Why Apple Gets It Right Where Hilo and Whoop Go Wrong

18 Sept

The FDA clearance of Apple’s new hypertension feature has got the entire medtech world buzzing. Over the past year, I’ve been highly critical of the marketing and validation strategies of Whoop and Hilo. So am I about to do the same to Apple?

The answer is no, Apple has done this the right way. There are two distinct reasons why:

Apple has made appropriate marketing claims for what they can actually do, not overstep their capabilities.
Apple has designed their algorithm to meet the problem they are trying to help solve within the realistic confines of the product.

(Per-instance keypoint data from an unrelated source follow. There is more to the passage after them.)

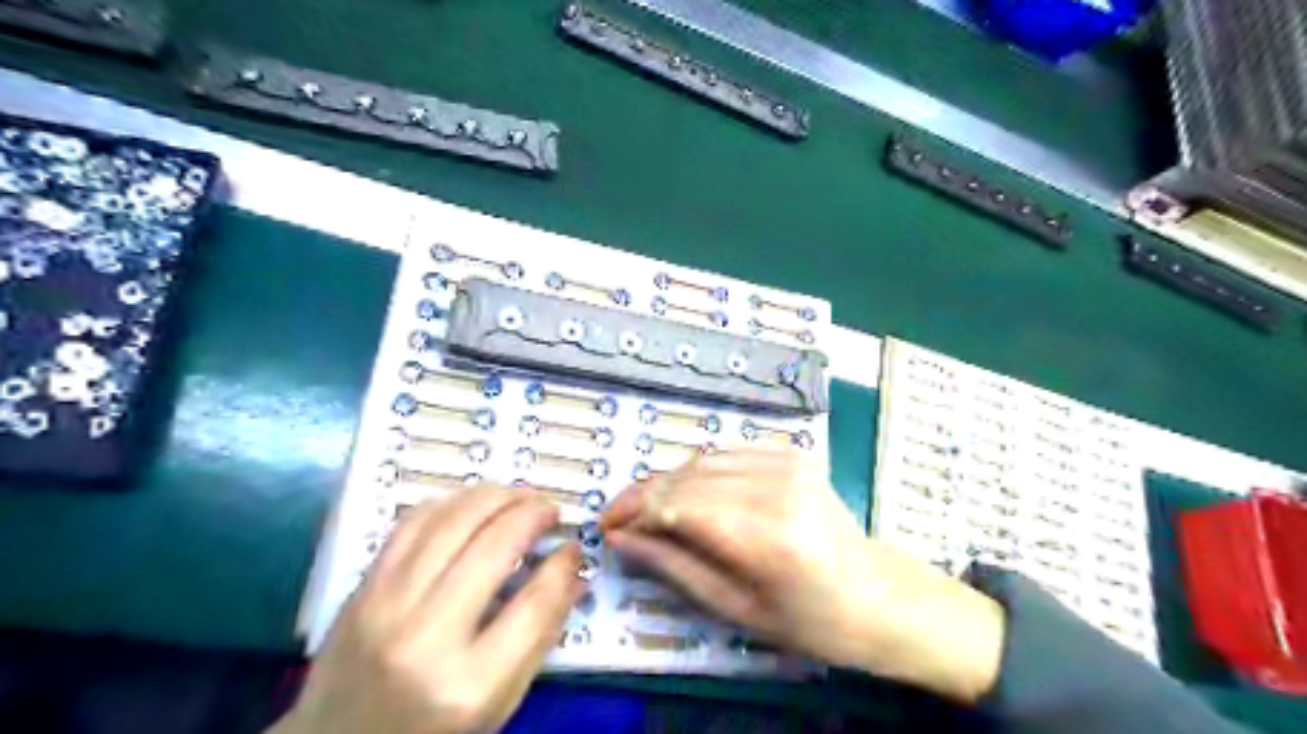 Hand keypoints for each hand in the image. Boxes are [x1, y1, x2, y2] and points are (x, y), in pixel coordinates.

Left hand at [272, 486, 582, 732]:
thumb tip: (573, 572)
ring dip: (496, 496)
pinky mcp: (363, 587)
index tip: (574, 546)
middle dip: (532, 514)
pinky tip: (473, 504)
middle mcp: (424, 637)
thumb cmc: (431, 730)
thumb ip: (540, 636)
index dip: (562, 565)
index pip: (533, 604)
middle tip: (551, 510)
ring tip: (519, 497)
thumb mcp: (498, 702)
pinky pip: (413, 522)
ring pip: (452, 521)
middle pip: (493, 547)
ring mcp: (385, 606)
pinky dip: (452, 502)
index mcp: (467, 684)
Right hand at [599, 451, 1003, 701]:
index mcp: (769, 536)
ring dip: (668, 481)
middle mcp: (778, 487)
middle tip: (617, 516)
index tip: (608, 527)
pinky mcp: (792, 454)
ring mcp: (789, 463)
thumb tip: (623, 538)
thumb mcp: (737, 608)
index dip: (637, 512)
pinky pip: (726, 454)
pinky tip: (686, 492)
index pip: (681, 506)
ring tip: (647, 507)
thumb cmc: (810, 620)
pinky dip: (698, 471)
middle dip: (644, 495)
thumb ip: (676, 567)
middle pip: (687, 478)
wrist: (877, 594)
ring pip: (702, 460) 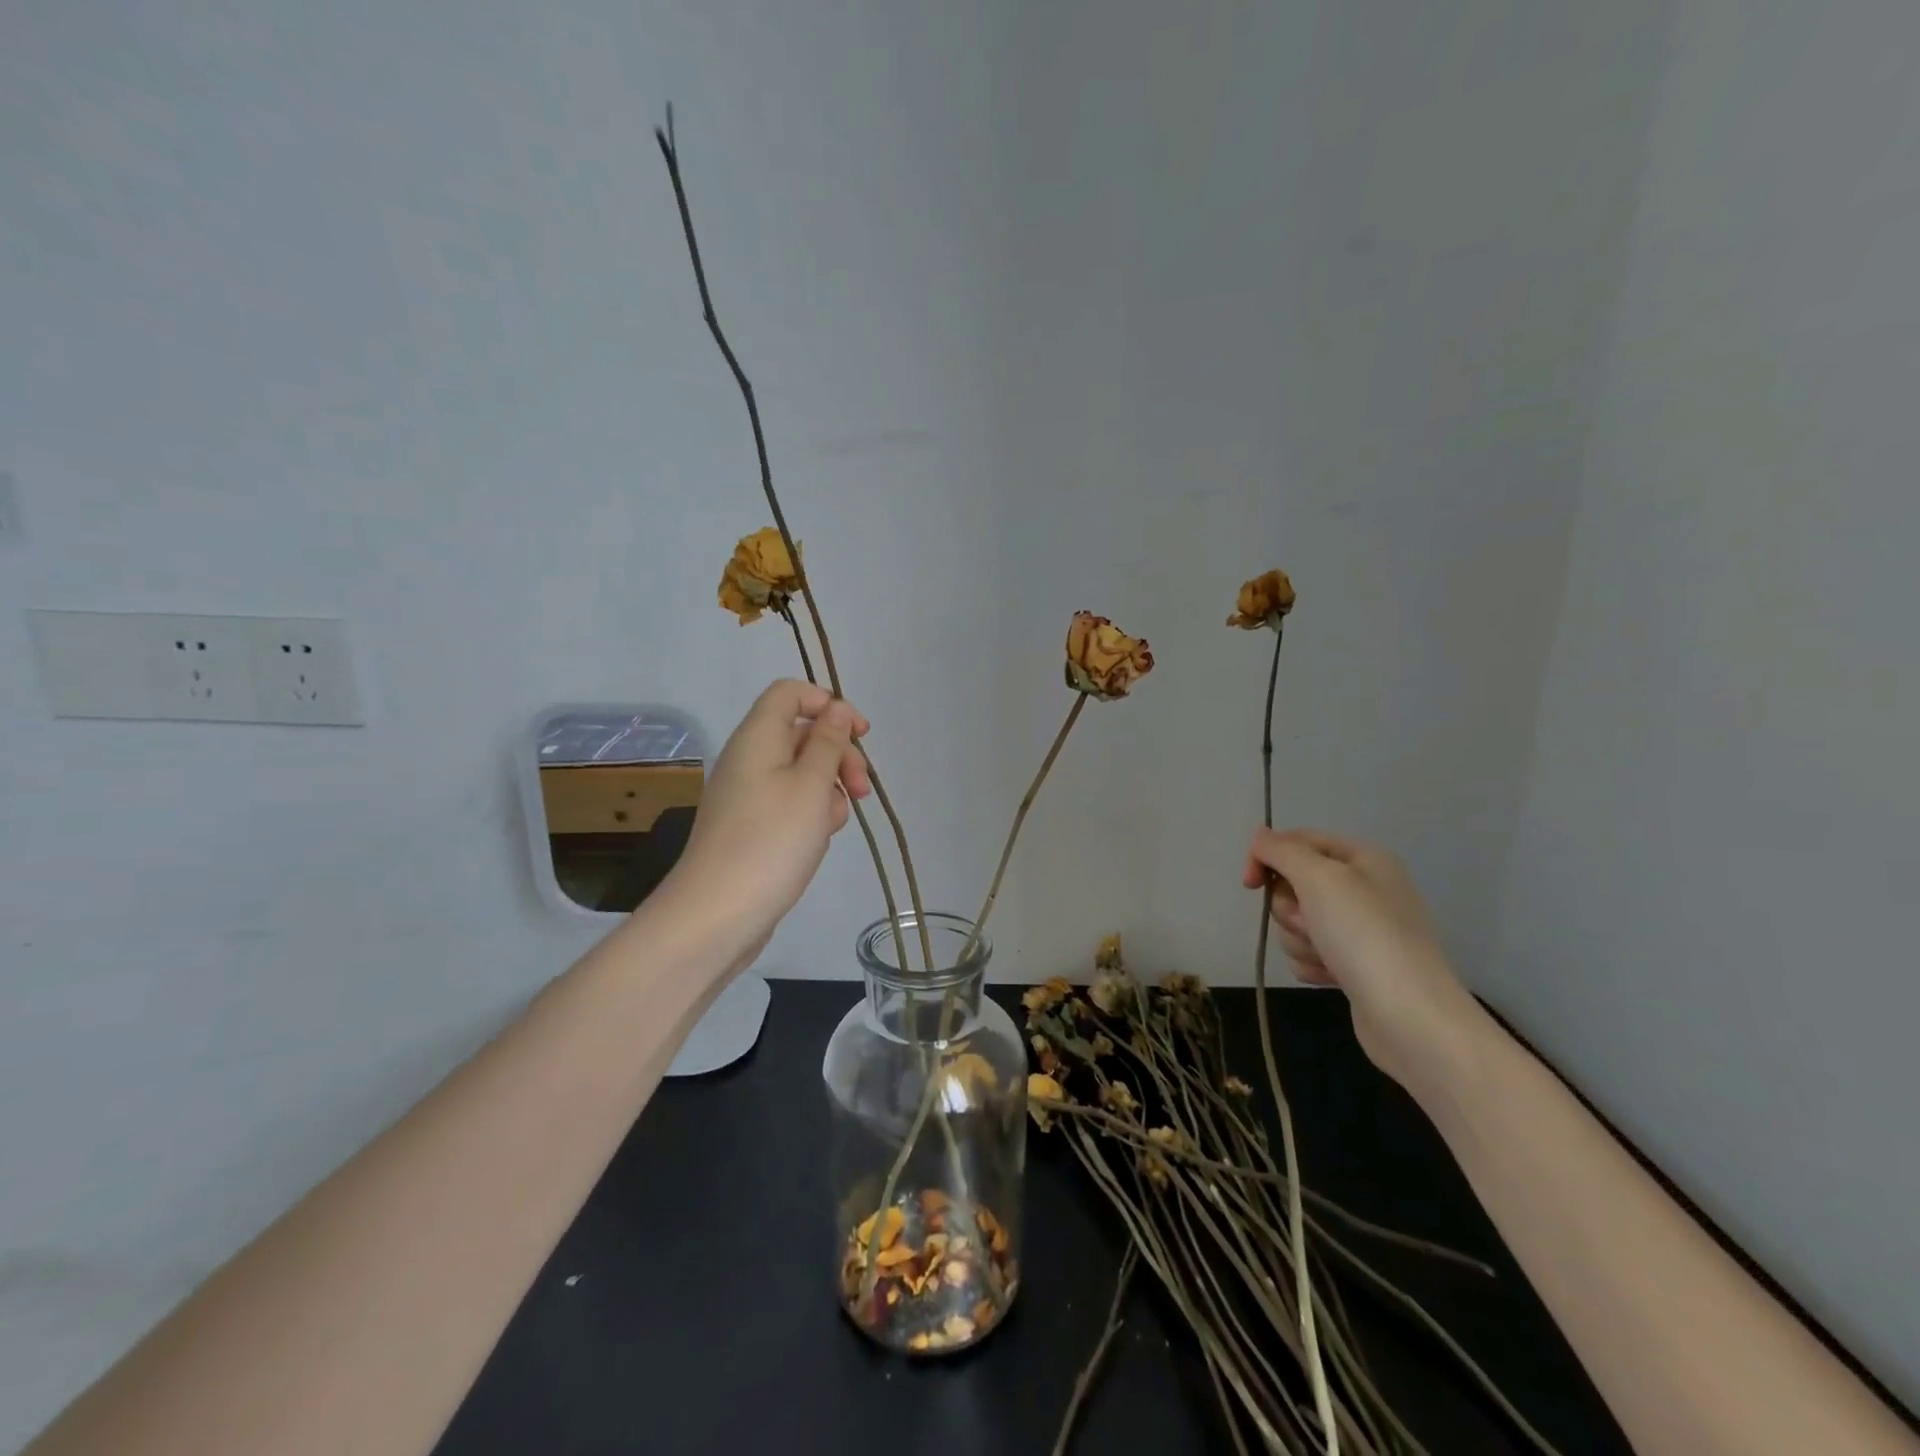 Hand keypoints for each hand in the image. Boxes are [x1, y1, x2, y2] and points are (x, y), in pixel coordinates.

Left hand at [660, 680, 871, 970]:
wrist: (717, 915)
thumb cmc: (771, 842)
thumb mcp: (811, 785)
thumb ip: (828, 742)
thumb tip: (835, 709)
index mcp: (758, 737)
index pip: (790, 693)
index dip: (827, 703)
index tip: (859, 734)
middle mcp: (749, 758)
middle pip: (801, 734)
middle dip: (839, 754)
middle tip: (861, 789)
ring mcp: (748, 794)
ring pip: (801, 773)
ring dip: (829, 789)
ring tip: (834, 824)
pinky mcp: (752, 826)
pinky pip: (789, 804)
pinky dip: (811, 814)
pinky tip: (818, 840)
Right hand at [1244, 829, 1478, 1091]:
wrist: (1410, 1016)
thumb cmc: (1364, 935)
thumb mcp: (1319, 878)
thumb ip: (1282, 851)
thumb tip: (1260, 836)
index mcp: (1363, 859)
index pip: (1298, 841)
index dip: (1268, 857)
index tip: (1250, 884)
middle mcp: (1364, 888)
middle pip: (1295, 884)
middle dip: (1290, 908)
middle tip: (1311, 924)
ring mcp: (1360, 929)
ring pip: (1297, 921)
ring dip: (1300, 939)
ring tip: (1326, 956)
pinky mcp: (1354, 964)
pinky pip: (1310, 952)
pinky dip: (1312, 963)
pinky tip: (1331, 976) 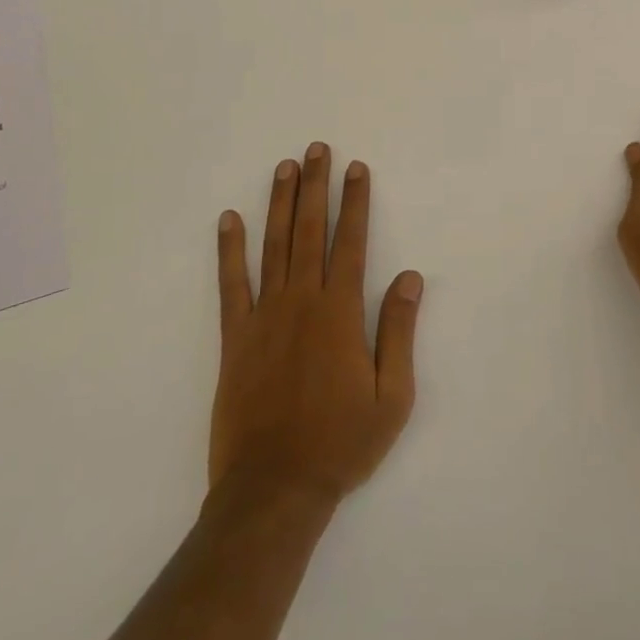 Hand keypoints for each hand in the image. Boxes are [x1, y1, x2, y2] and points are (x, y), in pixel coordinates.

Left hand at [211, 143, 423, 504]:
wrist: (274, 490)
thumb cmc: (341, 444)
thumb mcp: (392, 397)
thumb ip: (399, 331)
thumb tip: (410, 277)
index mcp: (340, 312)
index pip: (351, 242)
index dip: (355, 202)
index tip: (356, 169)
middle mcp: (302, 301)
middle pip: (310, 230)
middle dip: (316, 186)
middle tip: (317, 149)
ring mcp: (264, 316)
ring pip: (273, 245)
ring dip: (279, 203)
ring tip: (284, 167)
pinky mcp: (234, 337)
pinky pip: (231, 284)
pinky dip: (229, 250)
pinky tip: (229, 219) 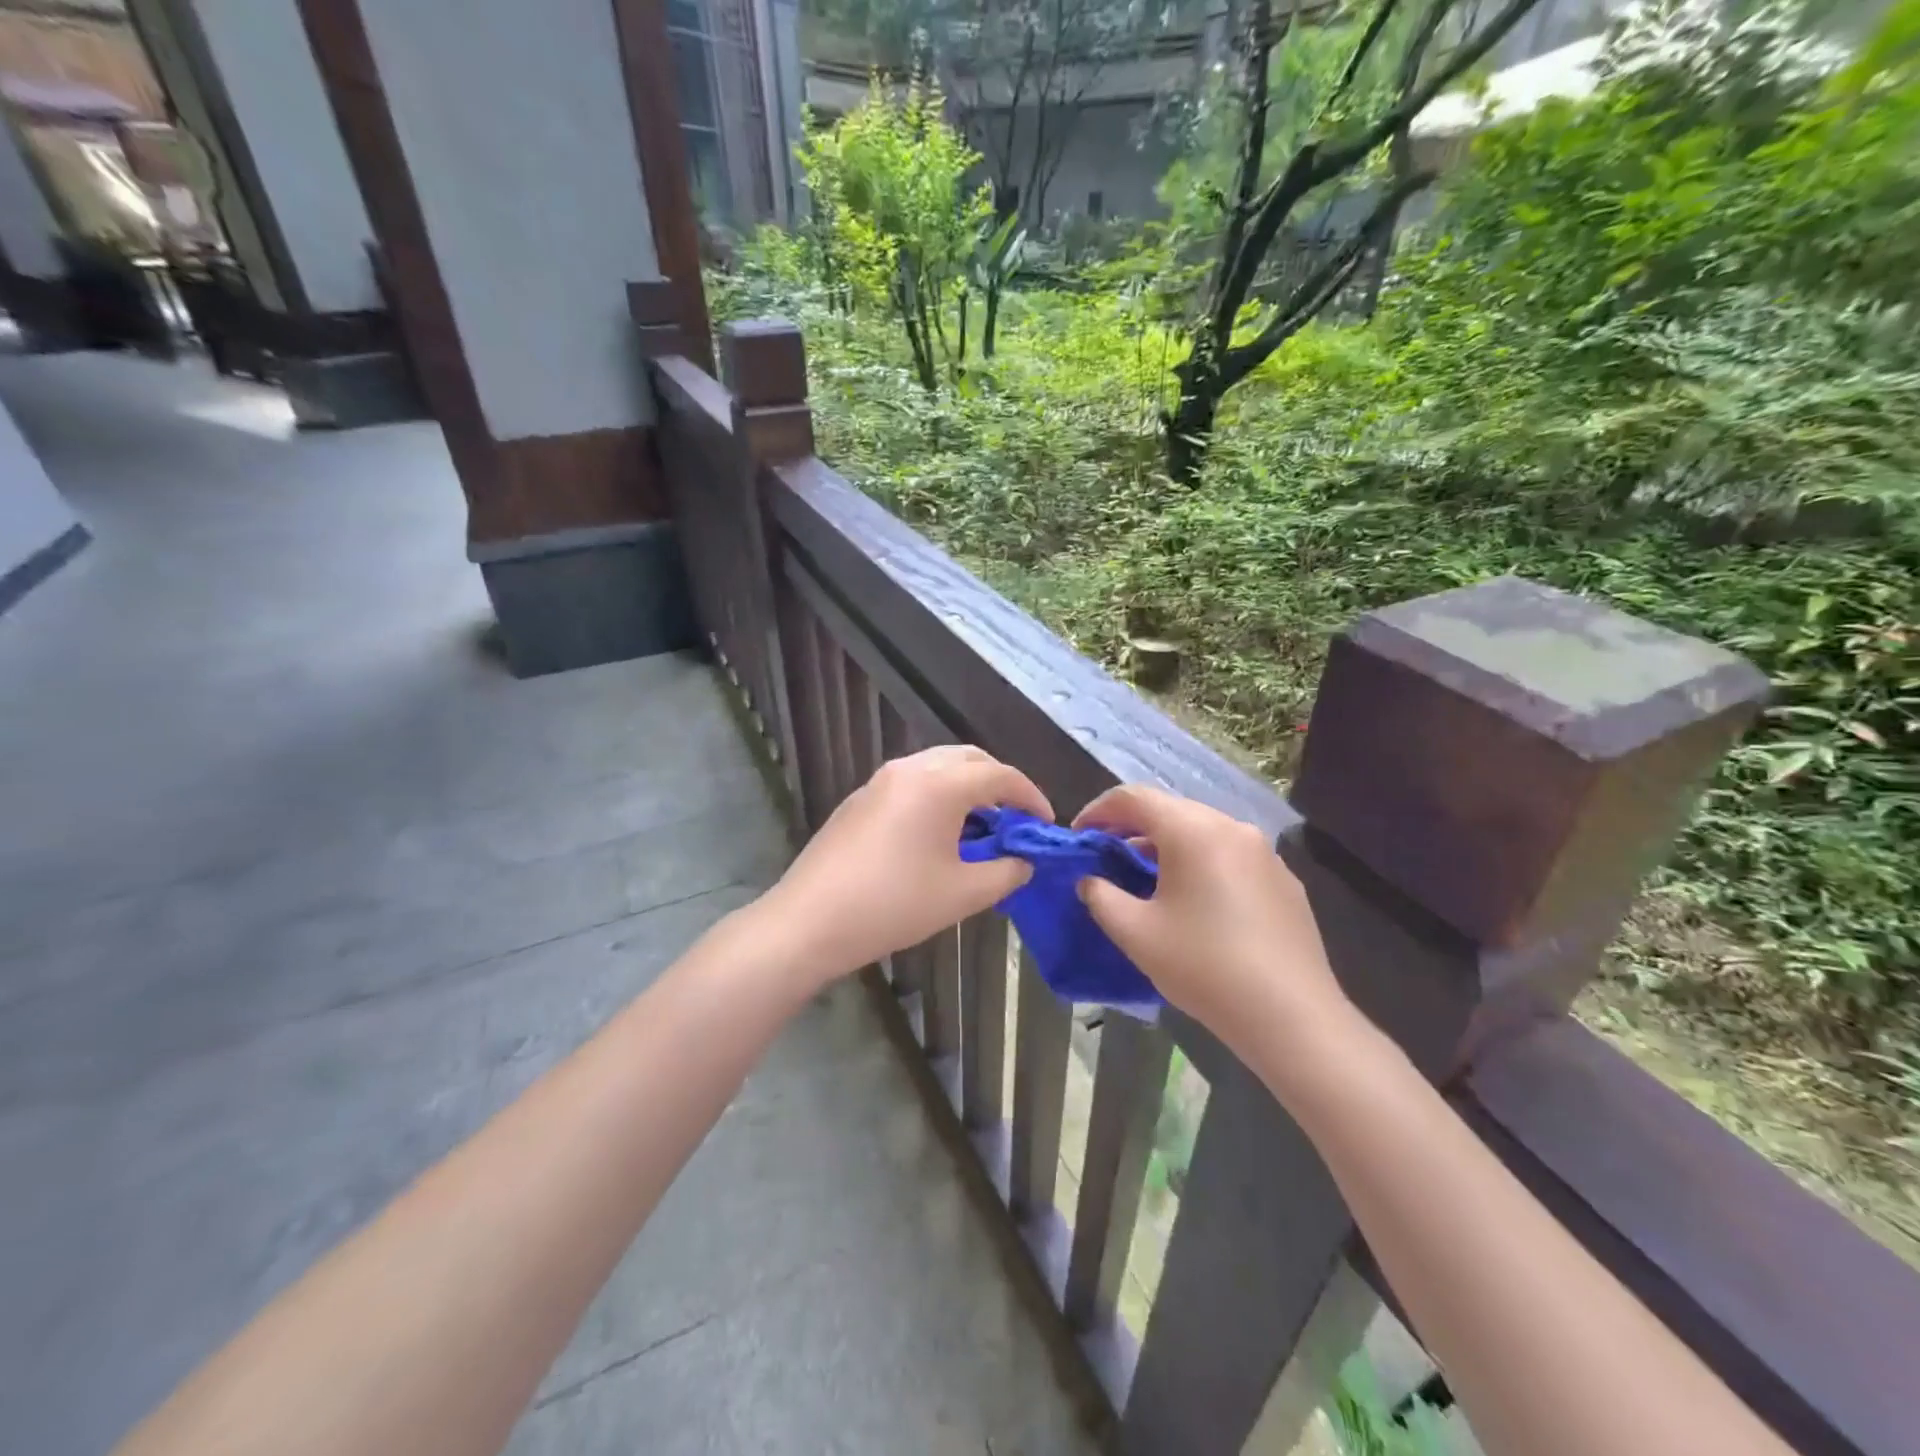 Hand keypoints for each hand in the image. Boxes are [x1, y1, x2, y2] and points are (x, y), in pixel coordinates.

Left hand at [757, 745, 1052, 983]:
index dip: (1030, 796)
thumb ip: (1005, 872)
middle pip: (969, 759)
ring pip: (937, 766)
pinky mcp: (860, 798)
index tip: (1046, 822)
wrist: (810, 920)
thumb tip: (1024, 861)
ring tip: (982, 824)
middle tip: (1016, 817)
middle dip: (999, 782)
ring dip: (967, 786)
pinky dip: (938, 794)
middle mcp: (910, 769)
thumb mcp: (962, 894)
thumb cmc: (894, 905)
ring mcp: (880, 780)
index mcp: (939, 784)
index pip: (1000, 775)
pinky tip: (939, 831)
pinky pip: (912, 781)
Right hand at [1073, 785, 1350, 1052]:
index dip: (1099, 810)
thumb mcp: (1135, 933)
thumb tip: (1090, 880)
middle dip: (1132, 827)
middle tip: (1107, 856)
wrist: (1291, 1016)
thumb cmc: (1203, 966)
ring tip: (1146, 879)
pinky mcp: (1284, 880)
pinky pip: (1230, 856)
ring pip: (1203, 832)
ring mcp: (1264, 852)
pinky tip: (1195, 902)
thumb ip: (1101, 896)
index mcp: (1192, 830)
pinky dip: (1201, 864)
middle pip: (1170, 810)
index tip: (1079, 835)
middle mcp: (1231, 827)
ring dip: (1167, 846)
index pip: (1134, 798)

And there are some peculiarities with their 510(k) clearance that I will cover as well as why Apples product is a welcome addition to the healthcare landscape.

One thing to think about. If you are viewing this as a diagnostic tool like a BP cuff you may be thinking about this wrong. I see this more as a mass screening tool akin to the lateral flow test, and if you think about it this way some of the things in the 510(k) make a bit more sense.

Why Apples claims are appropriate

With Hilo's clearance, it might seem strange that a company with Apple's resources and capabilities would make a hypertension algorithm, not a blood pressure algorithm. In my opinion that's because Apple knows they can’t. I went in depth into the issues with Hilo’s validation procedure and why it's inappropriate to use (they have found a loophole so they don’t actually validate its accuracy), and it would be easy for Apple to follow suit (I hope they don’t).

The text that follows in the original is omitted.